Data items:
----------------

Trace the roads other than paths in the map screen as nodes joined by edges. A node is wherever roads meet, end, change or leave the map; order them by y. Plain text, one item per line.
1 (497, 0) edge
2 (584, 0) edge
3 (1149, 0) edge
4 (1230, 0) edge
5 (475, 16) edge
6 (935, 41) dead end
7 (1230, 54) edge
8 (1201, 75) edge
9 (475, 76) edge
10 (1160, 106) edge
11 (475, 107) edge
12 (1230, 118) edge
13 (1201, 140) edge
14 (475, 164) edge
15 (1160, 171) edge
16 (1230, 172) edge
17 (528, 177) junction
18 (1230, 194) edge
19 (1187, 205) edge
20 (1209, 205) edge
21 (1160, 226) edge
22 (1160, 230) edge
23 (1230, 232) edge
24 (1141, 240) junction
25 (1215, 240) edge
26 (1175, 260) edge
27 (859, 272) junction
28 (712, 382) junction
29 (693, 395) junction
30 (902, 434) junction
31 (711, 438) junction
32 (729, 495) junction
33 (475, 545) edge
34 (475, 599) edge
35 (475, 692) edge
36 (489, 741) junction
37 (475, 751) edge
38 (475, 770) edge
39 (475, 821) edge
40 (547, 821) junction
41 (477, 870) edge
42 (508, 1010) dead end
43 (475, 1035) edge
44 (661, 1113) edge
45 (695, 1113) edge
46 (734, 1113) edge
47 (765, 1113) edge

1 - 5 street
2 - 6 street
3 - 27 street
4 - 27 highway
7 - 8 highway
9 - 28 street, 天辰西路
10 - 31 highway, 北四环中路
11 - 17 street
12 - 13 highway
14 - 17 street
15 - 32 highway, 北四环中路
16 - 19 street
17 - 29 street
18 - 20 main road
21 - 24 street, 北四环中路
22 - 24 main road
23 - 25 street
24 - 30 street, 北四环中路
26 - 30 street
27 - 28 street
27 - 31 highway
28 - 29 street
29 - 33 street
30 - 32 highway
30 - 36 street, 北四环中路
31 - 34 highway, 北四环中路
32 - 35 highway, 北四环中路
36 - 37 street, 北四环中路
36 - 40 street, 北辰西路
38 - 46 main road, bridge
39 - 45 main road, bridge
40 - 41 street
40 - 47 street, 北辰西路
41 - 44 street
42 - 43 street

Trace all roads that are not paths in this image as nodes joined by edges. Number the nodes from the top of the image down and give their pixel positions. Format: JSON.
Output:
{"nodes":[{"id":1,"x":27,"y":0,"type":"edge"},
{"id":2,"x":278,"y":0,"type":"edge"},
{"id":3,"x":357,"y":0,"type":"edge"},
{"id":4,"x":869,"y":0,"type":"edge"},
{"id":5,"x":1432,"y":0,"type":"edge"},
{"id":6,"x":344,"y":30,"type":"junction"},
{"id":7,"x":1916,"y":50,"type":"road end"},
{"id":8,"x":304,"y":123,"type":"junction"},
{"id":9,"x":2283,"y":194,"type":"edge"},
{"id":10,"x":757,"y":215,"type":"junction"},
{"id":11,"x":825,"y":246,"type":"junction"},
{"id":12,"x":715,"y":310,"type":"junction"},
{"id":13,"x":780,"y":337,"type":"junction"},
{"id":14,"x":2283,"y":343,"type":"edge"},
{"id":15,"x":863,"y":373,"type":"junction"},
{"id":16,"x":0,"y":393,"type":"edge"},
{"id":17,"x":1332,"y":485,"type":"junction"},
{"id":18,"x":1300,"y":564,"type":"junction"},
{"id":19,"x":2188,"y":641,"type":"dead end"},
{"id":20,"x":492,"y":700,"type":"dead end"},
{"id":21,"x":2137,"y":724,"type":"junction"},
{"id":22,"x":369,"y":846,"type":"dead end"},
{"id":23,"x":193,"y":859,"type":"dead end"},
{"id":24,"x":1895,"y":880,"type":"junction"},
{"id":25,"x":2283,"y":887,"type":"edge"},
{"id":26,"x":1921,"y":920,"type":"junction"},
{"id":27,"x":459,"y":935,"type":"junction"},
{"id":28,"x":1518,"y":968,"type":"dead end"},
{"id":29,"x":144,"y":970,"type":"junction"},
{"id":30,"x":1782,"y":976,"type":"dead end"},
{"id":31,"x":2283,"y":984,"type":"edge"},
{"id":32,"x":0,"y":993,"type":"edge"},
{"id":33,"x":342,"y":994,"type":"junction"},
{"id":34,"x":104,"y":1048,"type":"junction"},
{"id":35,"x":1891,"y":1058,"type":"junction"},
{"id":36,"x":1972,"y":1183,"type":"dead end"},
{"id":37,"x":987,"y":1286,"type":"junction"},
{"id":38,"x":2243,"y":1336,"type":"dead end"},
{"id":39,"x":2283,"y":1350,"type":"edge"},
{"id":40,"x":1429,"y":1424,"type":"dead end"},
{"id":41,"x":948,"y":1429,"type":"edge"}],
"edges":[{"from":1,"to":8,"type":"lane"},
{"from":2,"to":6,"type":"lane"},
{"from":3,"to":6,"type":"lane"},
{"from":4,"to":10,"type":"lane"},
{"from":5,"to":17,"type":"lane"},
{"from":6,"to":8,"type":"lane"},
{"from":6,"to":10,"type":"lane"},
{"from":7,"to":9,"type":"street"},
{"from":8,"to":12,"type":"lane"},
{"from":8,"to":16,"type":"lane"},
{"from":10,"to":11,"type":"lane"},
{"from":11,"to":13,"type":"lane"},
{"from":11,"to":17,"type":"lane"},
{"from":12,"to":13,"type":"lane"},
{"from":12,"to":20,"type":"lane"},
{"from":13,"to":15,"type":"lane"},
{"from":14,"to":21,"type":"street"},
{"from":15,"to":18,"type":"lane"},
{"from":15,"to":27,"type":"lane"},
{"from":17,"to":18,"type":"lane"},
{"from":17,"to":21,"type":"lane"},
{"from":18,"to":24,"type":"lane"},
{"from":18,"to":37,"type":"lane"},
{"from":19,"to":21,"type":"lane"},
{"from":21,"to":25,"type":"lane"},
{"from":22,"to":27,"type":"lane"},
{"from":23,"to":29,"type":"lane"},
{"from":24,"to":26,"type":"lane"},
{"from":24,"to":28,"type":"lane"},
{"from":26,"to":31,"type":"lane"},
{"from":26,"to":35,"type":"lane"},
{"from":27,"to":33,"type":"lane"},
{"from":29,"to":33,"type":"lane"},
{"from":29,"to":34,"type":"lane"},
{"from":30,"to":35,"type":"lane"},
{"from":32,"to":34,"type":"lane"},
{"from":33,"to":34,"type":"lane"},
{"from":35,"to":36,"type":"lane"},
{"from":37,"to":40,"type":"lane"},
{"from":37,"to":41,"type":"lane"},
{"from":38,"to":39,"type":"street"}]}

----------------

Exercise:
The records above are to be returned exactly as they appear.

Task response:
Trace the roads other than paths in the map screen as nodes joined by edges. A node is wherever roads meet, end, change or leave the map; order them by y. Plain text, one item per line.
1 (497, 0) edge
2 (584, 0) edge
3 (1149, 0) edge
4 (1230, 0) edge
5 (475, 16) edge
6 (935, 41) dead end
7 (1230, 54) edge
8 (1201, 75) edge
9 (475, 76) edge
10 (1160, 106) edge
11 (475, 107) edge
12 (1230, 118) edge
13 (1201, 140) edge
14 (475, 164) edge
15 (1160, 171) edge
16 (1230, 172) edge
17 (528, 177) junction
18 (1230, 194) edge
19 (1187, 205) edge
20 (1209, 205) edge
21 (1160, 226) edge
22 (1160, 230) edge
23 (1230, 232) edge
24 (1141, 240) junction
25 (1215, 240) edge
26 (1175, 260) edge
27 (859, 272) junction
28 (712, 382) junction
29 (693, 395) junction
30 (902, 434) junction
31 (711, 438) junction
32 (729, 495) junction
33 (475, 545) edge
34 (475, 599) edge
35 (475, 692) edge
36 (489, 741) junction
37 (475, 751) edge
38 (475, 770) edge
39 (475, 821) edge
40 (547, 821) junction
41 (477, 870) edge
42 (508, 1010) dead end
43 (475, 1035) edge
44 (661, 1113) edge
45 (695, 1113) edge
46 (734, 1113) edge
47 (765, 1113) edge

1 - 5 street
2 - 6 street
3 - 27 street
4 - 27 highway
7 - 8 highway
9 - 28 street, 天辰西路
10 - 31 highway, 北四环中路
11 - 17 street
12 - 13 highway
14 - 17 street
15 - 32 highway, 北四环中路
16 - 19 street
17 - 29 street
18 - 20 main road
21 - 24 street, 北四环中路
22 - 24 main road
23 - 25 street
24 - 30 street, 北四环中路
26 - 30 street
27 - 28 street
27 - 31 highway
28 - 29 street
29 - 33 street
30 - 32 highway
30 - 36 street, 北四环中路
31 - 34 highway, 北四环中路
32 - 35 highway, 北四环中路
36 - 37 street, 北四环中路
36 - 40 street, 北辰西路
38 - 46 main road, bridge
39 - 45 main road, bridge
40 - 41 street
40 - 47 street, 北辰西路
41 - 44 street
42 - 43 street

Trace all roads that are not paths in this image as nodes joined by edges. Number the nodes from the top of the image down and give their pixel positions. Format: JSON.
Output:
{"nodes":[{"id":1,"x":27,"y":0,"type":"edge"},
{"id":2,"x":278,"y":0,"type":"edge"},
{"id":3,"x":357,"y":0,"type":"edge"},
{"id":4,"x":869,"y":0,"type":"edge"},
{"id":5,"x":1432,"y":0,"type":"edge"},
{"id":6,"x":344,"y":30,"type":"junction"},
{"id":7,"x":1916,"y":50,"type":"road end"},
{"id":8,"x":304,"y":123,"type":"junction"},
{"id":9,"x":2283,"y":194,"type":"edge"},
{"id":10,"x":757,"y":215,"type":"junction"},
{"id":11,"x":825,"y":246,"type":"junction"},
{"id":12,"x":715,"y":310,"type":"junction"},
{"id":13,"x":780,"y":337,"type":"junction"},
{"id":14,"x":2283,"y":343,"type":"edge"},
{"id":15,"x":863,"y":373,"type":"junction"},
{"id":16,"x":0,"y":393,"type":"edge"},
{"id":17,"x":1332,"y":485,"type":"junction"},
{"id":18,"x":1300,"y":564,"type":"junction"},
{"id":19,"x":2188,"y":641,"type":"dead end"},
{"id":20,"x":492,"y":700,"type":"dead end"},
{"id":21,"x":2137,"y":724,"type":"junction"},
{"id":22,"x":369,"y":846,"type":"dead end"},
{"id":23,"x":193,"y":859,"type":"dead end"},
{"id":24,"x":1895,"y":880,"type":"junction"},
{"id":25,"x":2283,"y":887,"type":"edge"},
{"id":26,"x":1921,"y":920,"type":"junction"},
{"id":27,"x":459,"y":935,"type":"junction"},
{"id":28,"x":1518,"y":968,"type":"dead end"},
{"id":29,"x":144,"y":970,"type":"junction"},
{"id":30,"x":1782,"y":976,"type":"dead end"},
{"id":31,"x":2283,"y":984,"type":"edge"},
{"id":32,"x":0,"y":993,"type":"edge"},
{"id":33,"x":342,"y":994,"type":"junction"},
{"id":34,"x":104,"y":1048,"type":"junction"},
{"id":35,"x":1891,"y":1058,"type":"junction"},
{"id":36,"x":1972,"y":1183,"type":"dead end"},
{"id":37,"x":987,"y":1286,"type":"junction"},
{"id":38,"x":2243,"y":1336,"type":"dead end"},
{"id":39,"x":2283,"y":1350,"type":"edge"},
{"id":40,"x":1429,"y":1424,"type":"dead end"},
{"id":41,"x":948,"y":1429,"type":"edge"}],
"edges":[{"from":1,"to":8,"type":"lane"},
{"from":2,"to":6,"type":"lane"},
{"from":3,"to":6,"type":"lane"},
{"from":4,"to":10,"type":"lane"},
{"from":5,"to":17,"type":"lane"},
{"from":6,"to":8,"type":"lane"},
{"from":6,"to":10,"type":"lane"},
{"from":7,"to":9,"type":"street"},
{"from":8,"to":12,"type":"lane"},
{"from":8,"to":16,"type":"lane"},
{"from":10,"to":11,"type":"lane"},
{"from":11,"to":13,"type":"lane"},
{"from":11,"to":17,"type":"lane"},
{"from":12,"to":13,"type":"lane"},
{"from":12,"to":20,"type":"lane"},
{"from":13,"to":15,"type":"lane"},
{"from":14,"to":21,"type":"street"},
{"from":15,"to":18,"type":"lane"},
{"from":15,"to":27,"type":"lane"},
{"from":17,"to":18,"type":"lane"},
{"from":17,"to":21,"type":"lane"},
{"from":18,"to":24,"type":"lane"},
{"from":18,"to":37,"type":"lane"},
{"from":19,"to":21,"type":"lane"},
{"from":21,"to":25,"type":"lane"},
{"from":22,"to":27,"type":"lane"},
{"from":23,"to":29,"type":"lane"},
{"from":24,"to":26,"type":"lane"},
{"from":24,"to":28,"type":"lane"},
{"from":26,"to":31,"type":"lane"},
{"from":26,"to":35,"type":"lane"},
{"from":27,"to":33,"type":"lane"},
{"from":29,"to":33,"type":"lane"},
{"from":29,"to":34,"type":"lane"},
{"from":30,"to":35,"type":"lane"},
{"from":32,"to":34,"type":"lane"},
{"from":33,"to":34,"type":"lane"},
{"from":35,"to":36,"type":"lane"},
{"from":37,"to":40,"type":"lane"},
{"from":37,"to":41,"type":"lane"},
{"from":38,"to":39,"type":"street"}]}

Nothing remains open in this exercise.